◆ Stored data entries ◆
────────────────
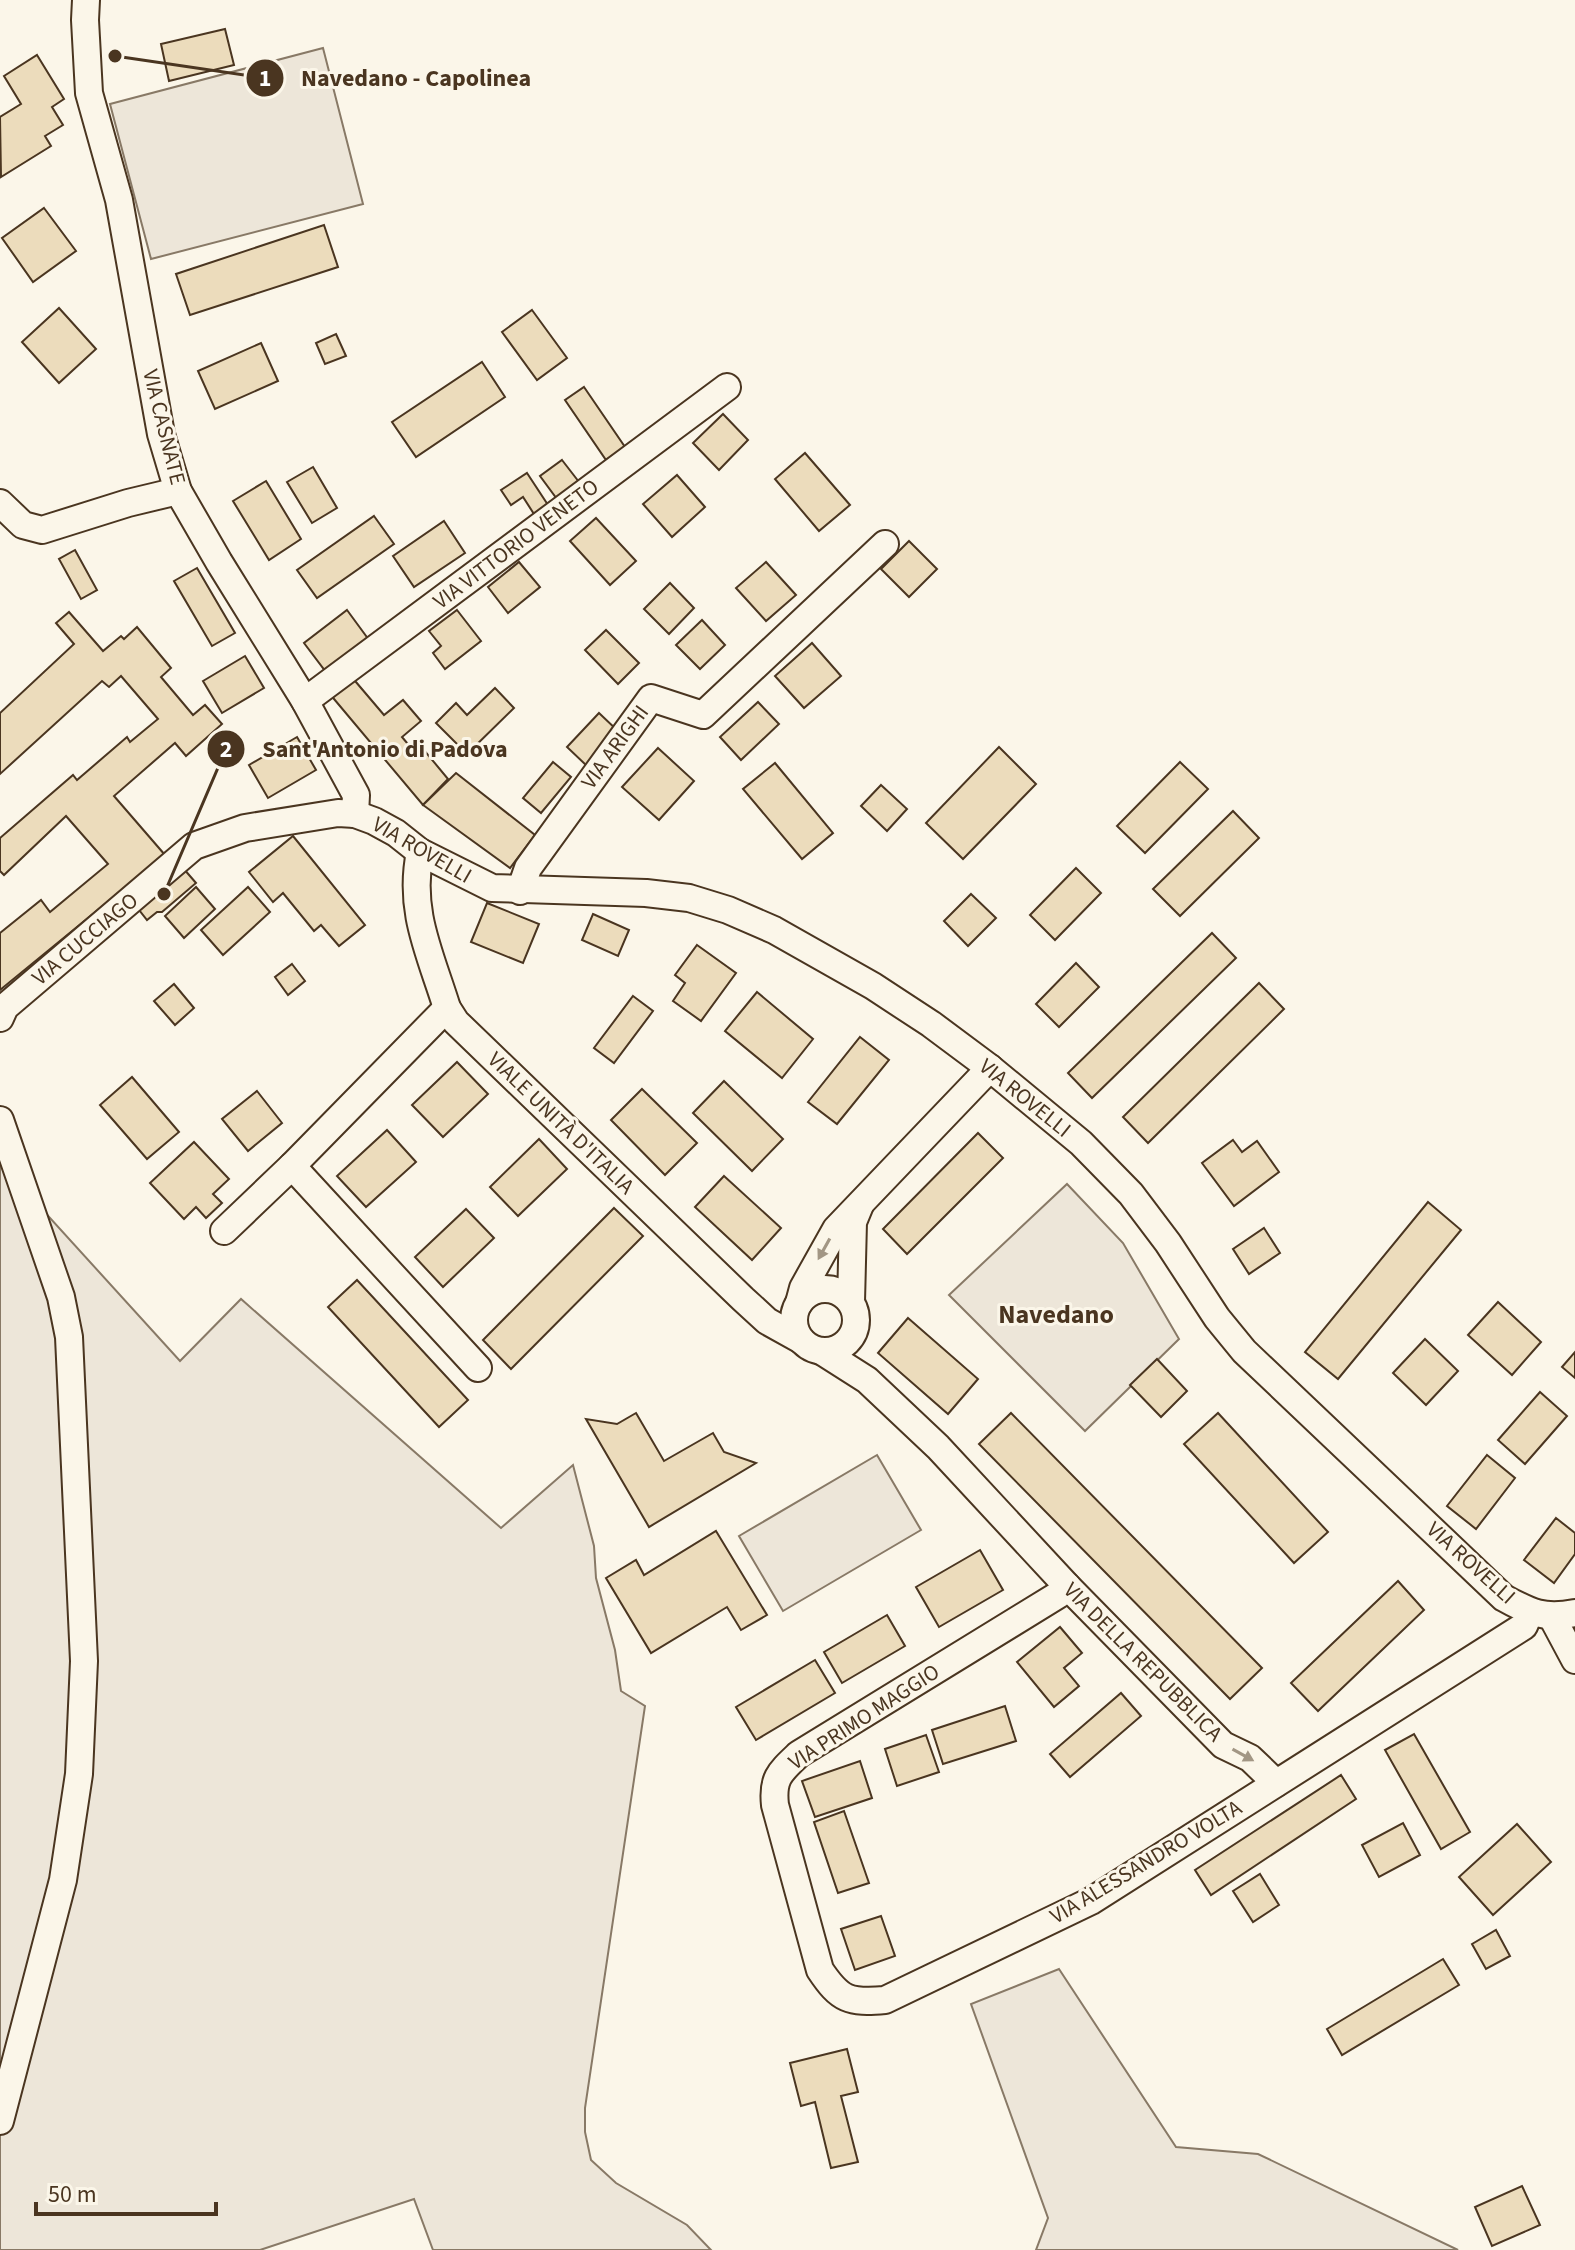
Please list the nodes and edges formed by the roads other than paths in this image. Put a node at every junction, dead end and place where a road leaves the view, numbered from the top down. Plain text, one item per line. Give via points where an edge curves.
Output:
1 (86, 0) edge
2 (727, 387) dead end
3 (178, 491) junction
4 (0, 503) edge
5 (885, 544) dead end
6 (305, 701) junction
7 (355, 814) junction
8 (420, 852) junction
9 (520, 891) junction
10 (447, 1008) junction
11 (0, 1018) edge
12 (990, 1068) junction
13 (0, 1120) edge
14 (292, 1166) junction
15 (861, 1202) junction
16 (224, 1231) dead end
17 (851, 1302) junction
18 (799, 1303) junction
19 (853, 1335) junction
20 (812, 1346) junction
21 (478, 1368) dead end
22 (867, 1380) junction
23 (1067, 1586) junction
24 (1552, 1614) edge
25 (1575, 1660) edge
26 (1276, 1783) junction
27 (885, 2000) joint
28 (0, 2121) edge

1 - 3 street, VIA CASNATE via 89,93 119,200 161,434
2 - 6 street, VIA VITTORIO VENETO
3 - 4 street via 42,530 23,525
3 - 6 street, VIA CASNATE
5 - 9 street, VIA ARIGHI via 703,715 651,698 528,868
6 - 7 street, VIA CASNATE via 356,795
7 - 8 street, VIA ROVELLI via 396,833
7 - 11 street, VIA CUCCIAGO via 245,828 194,846 5,1007
8 - 9 street, VIA ROVELLI via 492,888
8 - 10 street, VIALE UNITÀ D'ITALIA via 416,911
9 - 12 street, VIA ROVELLI via 646,893 728,910 873,986
10 - 14 street
10 - 20 street, VIALE UNITÀ D'ITALIA via 743,1299 767,1321
12 - 15 street
12 - 24 street, VIA ROVELLI via 1081,1143 1131,1194 1244,1351 1504,1598
13 - 28 street via 61,1297 69,1337 84,1661 79,1774 63,1880
14 - 16 street
14 - 21 street
15 - 17 street via 853,1222
15 -> 18 street via 836,1229
17 - 18 street via 831,1289 819,1289
17 - 19 street via 856,1312
18 - 20 street via 795,1328
19 - 20 street via 836,1350
19 - 22 street via 857,1363
20 - 22 street, VIALE UNITÀ D'ITALIA
22 - 23 street, VIA DELLA REPUBBLICA via 938,1447
23 -> 26 street, VIA DELLA REPUBBLICA via 1223,1745 1250,1758
23 - 27 street, VIA PRIMO MAGGIO via 799,1754 780,1772 773,1788 775,1805 820,1970 844,1998
24 - 25 street, VIA ROVELLI
24 - 26 street via 1524,1626
26 - 27 street, VIA ALESSANDRO VOLTA via 1091,1901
────────────────
◆ Work to be completed ◆
Of the records above, copy each line that includes "dead".

◆ Output for this exercise ◆
Please list the nodes and edges formed by the roads other than paths in this image. Put a node at every junction, dead end and place where a road leaves the view, numbered from the top down. Plain text, one item per line. Give via points where an edge curves.
2 (727, 387) dead end
5 (885, 544) dead end
16 (224, 1231) dead end
21 (478, 1368) dead end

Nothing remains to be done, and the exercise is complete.